This species is also related to the frondose polyporus, but is very distinct. It is more erect, the branching more open, and the caps at the ends of the branches are more or less circular and umbilicate. The branches are long, cylindrical and united near the base. The spreading habit of the branching, or the form of the caps, suggests an umbel or umbrella, and hence the specific name umbellatus.

Figure 183. Polyporus umbellatus

Figure 183

Polyporus umbellatus. Caps hair-brown (natural size, often much larger). Copyright.

The tufts occur from 12-20 cm. in diameter, and the individual caps are from 1-4 cm. in diameter. It grows from underground roots and about stumps during summer. It is probably edible, but I have never tried it. Figure 183 is from a plant (No. 1930, C. U. herbarium) collected in Cascadilla woods, Ithaca.
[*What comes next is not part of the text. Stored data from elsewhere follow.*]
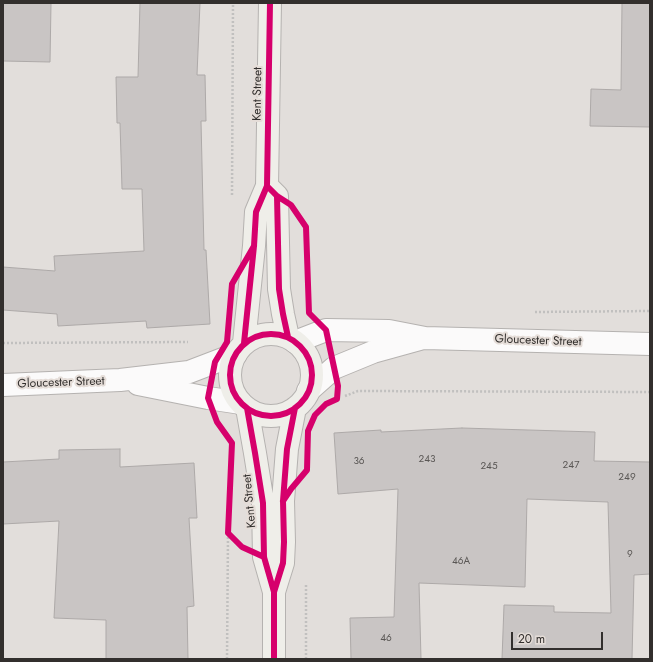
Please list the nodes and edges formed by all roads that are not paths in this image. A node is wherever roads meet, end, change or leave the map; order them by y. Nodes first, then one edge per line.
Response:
1 (270, 3) edge
2 (267, 186) junction
3 (425, 338) junction
4 (291, 340) junction
5 (650, 344) edge
6 (240, 348) junction
7 (120, 380) junction
8 (3, 385) edge
9 (308, 391) junction
10 (244, 406) junction
11 (295, 408) junction
12 (274, 592) junction
13 (274, 659) edge

1 - 2 main road, Kent Street
2 - 4 main road
2 - 6 main road, Kent Street
3 - 4 street, Gloucester Street
3 - 5 street, Gloucester Street
3 - 9 street, Gloucester Street
4 - 6 main road
4 - 9 main road
6 - 7 street, Gloucester Street
6 - 10 main road
7 - 8 street, Gloucester Street
7 - 10 street, Gloucester Street
9 - 11 main road
10 - 11 main road
10 - 12 main road, Kent Street
11 - 12 main road, Kent Street
12 - 13 main road, Kent Street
Polyporus sulphureus ( Bull. ) Fr. Edible. (Boletus caudicinus Schaeff. T. 131, 132: Polyporus caudicinus Schroeter, Cohn's Krypt. Flora, Schlesien, p. 471, 1899). - The sulphur polyporus is so-called because of the bright sulphur color of the entire plant. It is one of the widely distributed species, and grows on dead oak, birch, and other trunks, and is also often found growing from wounds or knotholes of living trees of the oak, apple, walnut, etc. The mycelium enters at wounds where limbs are broken off, and grows for years in the heart wood, disorganizing it and causing it to decay. In time the mycelium has spread over a considerable area, from which nutriment enough is supplied for the formation of the fruiting condition. The caps then appear from an open wound when such an exit is present.

The color of the plant is quite constant, but varies of course in shades of yellow to some extent. In form, however, it varies greatly. The caps are usually clustered and imbricated, that is, they overlap. They may all arise separately from the wood, and yet be overlapping, though oftener several of them are closely joined or united at the base, so that the mass of caps arises from a common outgrowth from the wood as shown in Fig. 184. The individual caps are flattened, elongate, and more or less fan-shaped. When mature there are radiating furrows and ridges which often increase the fan-like appearance of the upper surface of the cap. Sometimes also there are more or less marked concentric furrows. The caps may be convex, or the margin may be more or less upturned so that the central portion is depressed. When young the margin is thick and blunt and of course lighter in color, but as the plant matures the edge is usually thinner.

In some forms of the plant the caps are so closely united as to form a large rounded or tubercular mass, only the blunt tips of the individual caps being free. This is well represented in Fig. 185, from a photograph of a large specimen growing from a wound in a butternut tree in Central New York. The plant was 30 cm. in diameter. The plants represented in Plate 69 grew on an oak stump. The tree was affected by the fungus while it was alive, and the heart wood became so weakened that the tree broke, and later the fruit form of the fungus appeared from the dead stump.

The tubes are small, and the walls thin and delicate, and are sometimes much torn, lacerated, and irregular. When the mycelium has grown in the interior of a log for a number of years it tends to grow in sheets along the line of the medullary rays of the wood or across in concentric layers corresponding to the summer wood. Also as the wood becomes more decomposed, cracks and rifts appear along these same lines. The mycelium then grows in abundance in these rifts and forms broad and extensive sheets which resemble somewhat chamois skin and is called "punk." Similar punk is sometimes formed in conifers from the mycelium of Fomes pinicola.

Plate 69, Figure 184

Plate 69, Figure 184

Polyporus sulphureus, on oak stump. Entirely sulphur-yellow (1/6 natural size). Copyright.

Plate 70, Figure 185   Polyporus sulphureus

Plate 70, Figure 185 - Polyporus sulphureus. Caps joined in a massive tubercle (1/2 natural size).

Polyporus sulphurcus has long been known as an edible fungus, but from its rather firm and fibrous texture it requires a different preparation from the fleshy fungi to prepare it for the table, and this may be one reason why it is not employed more frequently as an article of food. It is common enough during the summer and especially during the autumn to provide this kind of food in considerable quantities.